# propane fire starter



## ihsfab (Aug 15, 2007)

I am wanting to know if any of you have ever built a propane fire starter for your wood smokers?  If you have what size of holes did you drill into the maim pipe?


----------



## msmith (Aug 15, 2007)

I haven't I'm using a hand held torch but am going to get me one of those brush burners. I think they have them a harbor freight for around $30.00. That does not include the propane tank.


----------



## short one (Aug 15, 2007)

The one I use is homemade, and I think the hole is around .030, but am not sure as it has been several years since it was made.
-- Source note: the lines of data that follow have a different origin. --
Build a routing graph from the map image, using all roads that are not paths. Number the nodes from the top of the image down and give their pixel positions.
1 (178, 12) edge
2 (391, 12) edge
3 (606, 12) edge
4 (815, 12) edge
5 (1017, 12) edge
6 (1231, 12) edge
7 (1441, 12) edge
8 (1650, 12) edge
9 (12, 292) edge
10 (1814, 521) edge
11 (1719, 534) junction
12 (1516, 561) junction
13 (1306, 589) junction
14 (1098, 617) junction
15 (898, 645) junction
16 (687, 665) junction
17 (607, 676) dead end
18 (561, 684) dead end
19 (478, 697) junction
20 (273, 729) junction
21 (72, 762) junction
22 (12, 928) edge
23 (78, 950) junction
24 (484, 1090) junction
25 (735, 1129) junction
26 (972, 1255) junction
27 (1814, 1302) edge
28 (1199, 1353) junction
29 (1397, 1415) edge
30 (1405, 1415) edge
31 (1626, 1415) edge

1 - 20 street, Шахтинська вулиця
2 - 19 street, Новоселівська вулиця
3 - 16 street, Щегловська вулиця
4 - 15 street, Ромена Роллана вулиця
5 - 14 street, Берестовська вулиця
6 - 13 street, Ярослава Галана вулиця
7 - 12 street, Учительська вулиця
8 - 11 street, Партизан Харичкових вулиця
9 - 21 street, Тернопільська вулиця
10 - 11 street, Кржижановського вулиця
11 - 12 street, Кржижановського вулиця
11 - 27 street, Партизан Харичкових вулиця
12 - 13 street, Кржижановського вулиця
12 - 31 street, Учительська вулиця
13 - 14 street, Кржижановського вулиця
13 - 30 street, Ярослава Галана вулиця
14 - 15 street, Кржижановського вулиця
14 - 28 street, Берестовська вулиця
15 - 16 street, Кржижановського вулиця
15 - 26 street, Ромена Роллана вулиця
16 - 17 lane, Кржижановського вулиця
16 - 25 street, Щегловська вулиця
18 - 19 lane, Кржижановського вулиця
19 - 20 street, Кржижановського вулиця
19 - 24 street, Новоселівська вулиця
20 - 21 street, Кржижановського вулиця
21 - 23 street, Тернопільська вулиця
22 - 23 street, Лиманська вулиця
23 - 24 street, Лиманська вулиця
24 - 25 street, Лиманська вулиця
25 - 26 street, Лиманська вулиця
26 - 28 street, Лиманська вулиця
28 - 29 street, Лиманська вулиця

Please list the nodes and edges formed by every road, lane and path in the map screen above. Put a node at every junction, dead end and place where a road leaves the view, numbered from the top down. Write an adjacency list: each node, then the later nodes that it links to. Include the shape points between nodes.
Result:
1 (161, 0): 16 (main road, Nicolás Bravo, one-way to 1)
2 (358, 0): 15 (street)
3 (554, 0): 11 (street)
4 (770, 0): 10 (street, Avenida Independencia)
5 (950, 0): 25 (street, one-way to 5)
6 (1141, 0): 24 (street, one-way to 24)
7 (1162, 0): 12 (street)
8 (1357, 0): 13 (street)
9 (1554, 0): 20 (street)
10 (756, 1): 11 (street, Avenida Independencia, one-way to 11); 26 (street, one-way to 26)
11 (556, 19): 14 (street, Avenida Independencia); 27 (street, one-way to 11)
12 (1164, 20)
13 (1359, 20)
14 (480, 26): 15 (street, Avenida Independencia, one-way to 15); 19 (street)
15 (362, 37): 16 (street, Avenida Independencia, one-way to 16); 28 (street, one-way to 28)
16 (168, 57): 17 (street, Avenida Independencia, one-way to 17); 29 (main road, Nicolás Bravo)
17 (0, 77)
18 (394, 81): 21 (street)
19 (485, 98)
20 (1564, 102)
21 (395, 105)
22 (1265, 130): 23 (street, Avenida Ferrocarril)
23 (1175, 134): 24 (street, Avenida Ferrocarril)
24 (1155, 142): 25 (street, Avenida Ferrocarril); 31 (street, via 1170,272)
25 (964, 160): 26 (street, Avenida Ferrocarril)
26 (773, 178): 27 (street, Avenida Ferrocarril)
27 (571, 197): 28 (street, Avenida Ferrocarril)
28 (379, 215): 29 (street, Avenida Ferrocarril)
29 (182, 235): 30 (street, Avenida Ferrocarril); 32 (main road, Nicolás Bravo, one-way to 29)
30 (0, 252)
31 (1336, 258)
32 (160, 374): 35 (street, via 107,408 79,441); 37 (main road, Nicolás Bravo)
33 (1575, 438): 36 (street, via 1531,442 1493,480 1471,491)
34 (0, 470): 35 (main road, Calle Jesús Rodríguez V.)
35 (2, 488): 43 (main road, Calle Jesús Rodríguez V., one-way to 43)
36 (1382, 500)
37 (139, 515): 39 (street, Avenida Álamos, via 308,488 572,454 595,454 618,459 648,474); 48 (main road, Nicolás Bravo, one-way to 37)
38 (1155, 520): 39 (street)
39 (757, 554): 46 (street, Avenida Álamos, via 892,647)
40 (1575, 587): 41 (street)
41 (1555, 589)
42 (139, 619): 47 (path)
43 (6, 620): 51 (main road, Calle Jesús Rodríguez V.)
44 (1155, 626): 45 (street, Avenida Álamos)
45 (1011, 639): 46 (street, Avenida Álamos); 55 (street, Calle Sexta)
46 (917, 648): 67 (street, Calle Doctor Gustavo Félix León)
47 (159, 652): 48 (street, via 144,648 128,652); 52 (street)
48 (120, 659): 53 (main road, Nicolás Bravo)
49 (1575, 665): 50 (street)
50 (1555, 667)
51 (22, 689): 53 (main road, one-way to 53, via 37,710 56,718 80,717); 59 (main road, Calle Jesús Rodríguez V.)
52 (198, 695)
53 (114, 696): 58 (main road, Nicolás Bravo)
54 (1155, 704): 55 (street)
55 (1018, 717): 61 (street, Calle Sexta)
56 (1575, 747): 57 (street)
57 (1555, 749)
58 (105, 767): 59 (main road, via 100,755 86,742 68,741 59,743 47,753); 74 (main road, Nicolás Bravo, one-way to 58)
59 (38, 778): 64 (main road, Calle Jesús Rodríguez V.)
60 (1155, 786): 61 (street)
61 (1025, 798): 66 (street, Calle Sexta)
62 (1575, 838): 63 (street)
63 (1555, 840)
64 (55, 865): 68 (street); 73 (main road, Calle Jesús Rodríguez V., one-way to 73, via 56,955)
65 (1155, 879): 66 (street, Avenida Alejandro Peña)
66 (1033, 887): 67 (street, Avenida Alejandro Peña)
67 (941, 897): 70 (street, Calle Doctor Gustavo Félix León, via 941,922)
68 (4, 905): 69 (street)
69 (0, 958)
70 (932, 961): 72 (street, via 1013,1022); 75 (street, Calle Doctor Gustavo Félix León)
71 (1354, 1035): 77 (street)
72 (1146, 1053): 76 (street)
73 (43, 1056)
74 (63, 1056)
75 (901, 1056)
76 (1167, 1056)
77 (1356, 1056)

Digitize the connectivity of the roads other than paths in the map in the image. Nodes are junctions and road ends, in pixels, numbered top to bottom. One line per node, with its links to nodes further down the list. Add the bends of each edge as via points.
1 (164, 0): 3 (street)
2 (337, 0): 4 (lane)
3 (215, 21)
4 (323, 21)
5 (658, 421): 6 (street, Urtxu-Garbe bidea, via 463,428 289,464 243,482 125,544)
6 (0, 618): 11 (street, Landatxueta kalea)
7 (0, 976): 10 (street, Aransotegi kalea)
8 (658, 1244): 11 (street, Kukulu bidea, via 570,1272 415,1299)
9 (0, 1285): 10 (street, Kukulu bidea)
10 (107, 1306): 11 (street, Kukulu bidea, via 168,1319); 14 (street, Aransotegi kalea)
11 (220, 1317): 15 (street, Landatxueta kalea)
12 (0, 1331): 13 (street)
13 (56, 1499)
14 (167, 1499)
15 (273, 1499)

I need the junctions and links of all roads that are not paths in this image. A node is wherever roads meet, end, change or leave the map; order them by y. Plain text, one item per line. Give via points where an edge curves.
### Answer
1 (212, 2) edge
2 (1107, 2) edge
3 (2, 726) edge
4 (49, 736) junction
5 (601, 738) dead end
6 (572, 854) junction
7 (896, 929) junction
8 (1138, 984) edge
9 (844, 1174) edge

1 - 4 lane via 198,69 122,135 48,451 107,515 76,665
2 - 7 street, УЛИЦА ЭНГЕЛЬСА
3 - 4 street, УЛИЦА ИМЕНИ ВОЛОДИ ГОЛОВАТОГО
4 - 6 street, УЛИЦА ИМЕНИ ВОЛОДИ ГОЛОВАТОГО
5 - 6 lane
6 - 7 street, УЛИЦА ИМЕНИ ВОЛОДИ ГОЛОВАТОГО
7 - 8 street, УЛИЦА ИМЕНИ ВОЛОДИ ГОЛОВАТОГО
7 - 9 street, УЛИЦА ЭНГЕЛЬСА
Mine also uses a hi-pressure regulator at the bottle, but have seen them used with out a regulator. If you have a small set of bits .030 could be a starting point and you can go bigger as needed.


----------



## bigarm's smokin (Aug 15, 2007)

*I just use a weed burner, its got a hose about 6ft long, no regulater needed, you can get them at most hardware or farm and ranch stores. Works great!  
	

	
	
		
		



		
			






  Terry*


----------



## bbq bubba (Aug 15, 2007)

I think he's refering to a cheater bar inside the smoker, have seen em but never built one! Good luck!


----------



## deejaydebi (Aug 15, 2007)

Bud and Theresa's got a real live flame thrower!


----------



## short one (Aug 16, 2007)

> What I'm talking about is a weedburner, but has a regulator on it.


----------



## ihsfab (Aug 16, 2007)

*Thanks for the input.  I think I will try to make one out from a* *Cast Iron Premium Venturi that I found at **http://www.tejassmokers.com/castironburners.htm**  and some 3/4" black pipe.  **Shortone  I* *will start out with .030 holes in the pipe and try that.  *

*The whole reason why I am doing this is because, I cut up my old brinkman charcoal grill and add a fire box to the side of it, add a full water tray in the bottom and make it a reverse flow smoker.*


----------



## short one (Aug 16, 2007)

Ishfab, the one I built is a 1/4" pipe about 3' long with a piece of 1 1/4" pipe on the end to mix gas and air to burn. It has one single hole in the center of the cap for the 1/4" pipe. Mine is NOT a burner for the smoker, I use it to start my wood when smoking. I don't know what size to make multiple holes if making a burner.


----------



## ihsfab (Aug 16, 2007)

I think that I might have to jump up to .090 to .120" holes in the pipe.


----------